⟨
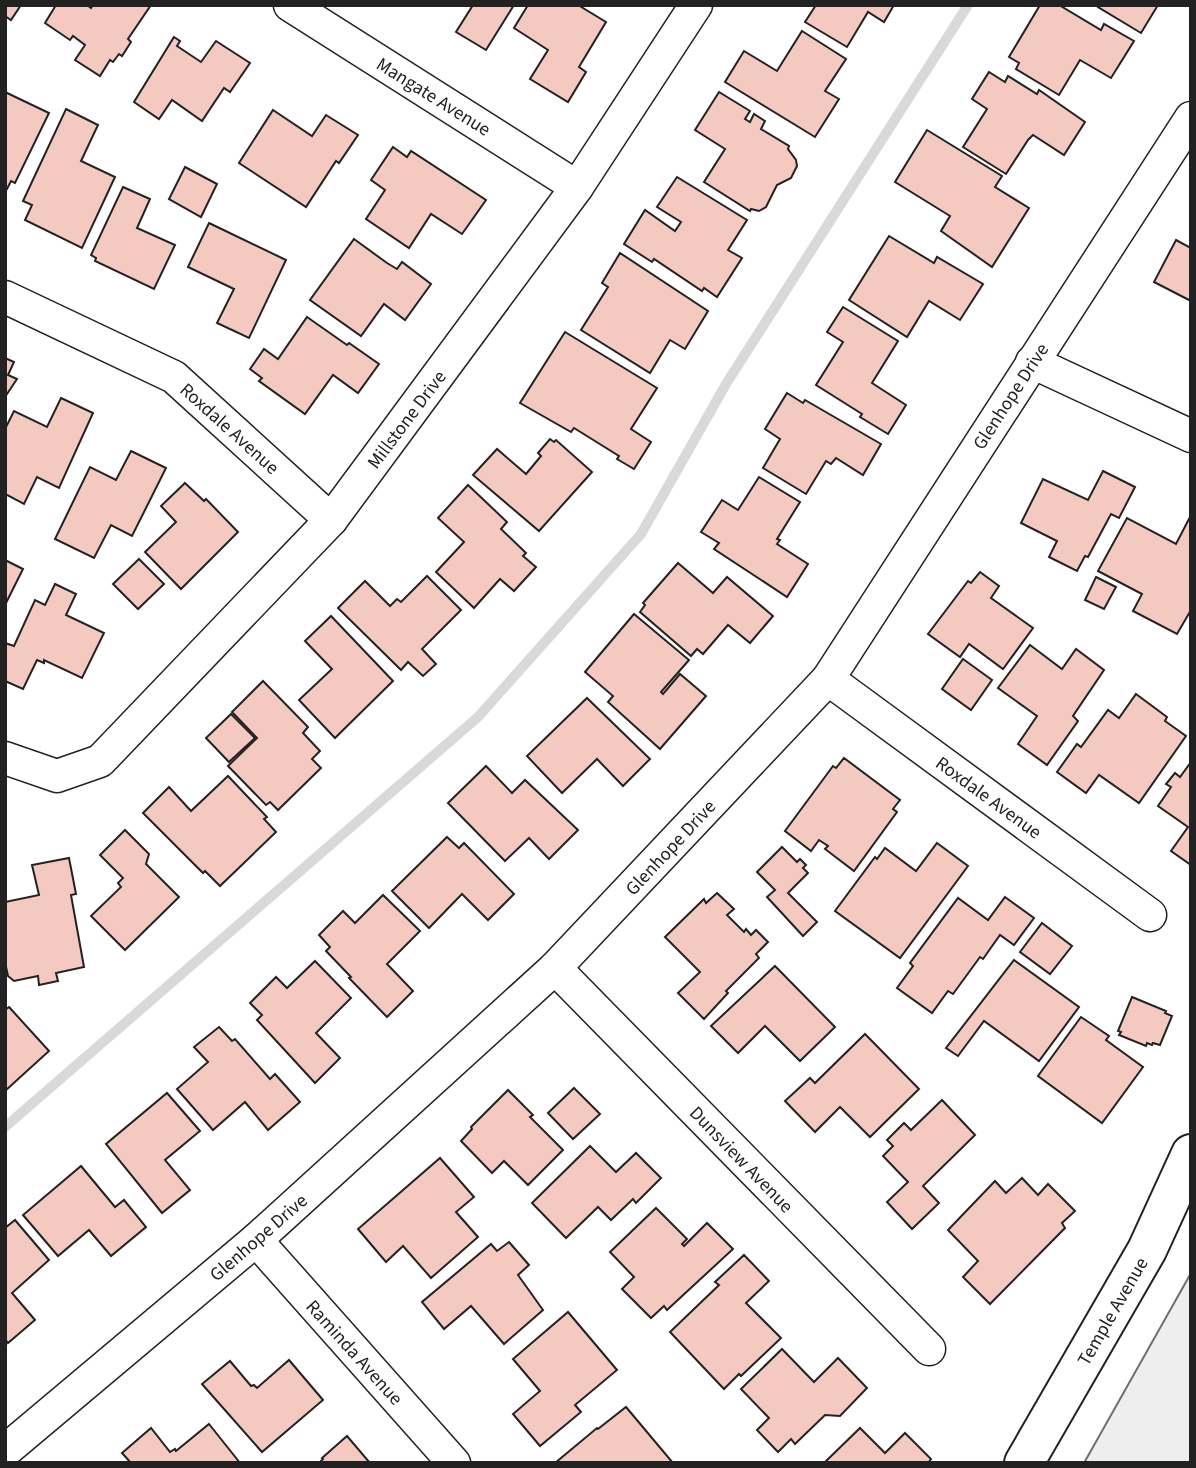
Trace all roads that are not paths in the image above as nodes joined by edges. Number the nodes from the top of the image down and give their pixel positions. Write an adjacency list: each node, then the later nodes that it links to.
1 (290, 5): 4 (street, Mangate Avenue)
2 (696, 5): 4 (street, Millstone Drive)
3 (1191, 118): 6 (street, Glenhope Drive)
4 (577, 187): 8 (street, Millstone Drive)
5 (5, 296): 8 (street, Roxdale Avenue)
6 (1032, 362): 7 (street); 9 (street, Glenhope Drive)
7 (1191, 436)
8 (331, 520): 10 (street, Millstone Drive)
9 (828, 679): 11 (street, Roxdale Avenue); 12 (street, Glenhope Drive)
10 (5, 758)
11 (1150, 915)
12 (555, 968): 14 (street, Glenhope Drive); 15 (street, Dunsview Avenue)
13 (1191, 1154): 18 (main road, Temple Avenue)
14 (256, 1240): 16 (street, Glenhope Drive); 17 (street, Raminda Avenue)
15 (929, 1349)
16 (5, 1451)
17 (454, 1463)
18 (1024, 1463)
⟩
Your objective:
Write the material above out again exactly. Omit every image.

Response area:
Trace all roads that are not paths in the image above as nodes joined by edges. Number the nodes from the top of the image down and give their pixel positions. Write an adjacency list: each node, then the later nodes that it links to.
1 (290, 5): 4 (street, Mangate Avenue)
2 (696, 5): 4 (street, Millstone Drive)
3 (1191, 118): 6 (street, Glenhope Drive)
4 (577, 187): 8 (street, Millstone Drive)
5 (5, 296): 8 (street, Roxdale Avenue)
6 (1032, 362): 7 (street); 9 (street, Glenhope Drive)
7 (1191, 436)
8 (331, 520): 10 (street, Millstone Drive)
9 (828, 679): 11 (street, Roxdale Avenue); 12 (street, Glenhope Drive)
10 (5, 758)
11 (1150, 915)
12 (555, 968): 14 (street, Glenhope Drive); 15 (street, Dunsview Avenue)
13 (1191, 1154): 18 (main road, Temple Avenue)
14 (256, 1240): 16 (street, Glenhope Drive); 17 (street, Raminda Avenue)
15 (929, 1349)
16 (5, 1451)
17 (454, 1463)
18 (1024, 1463)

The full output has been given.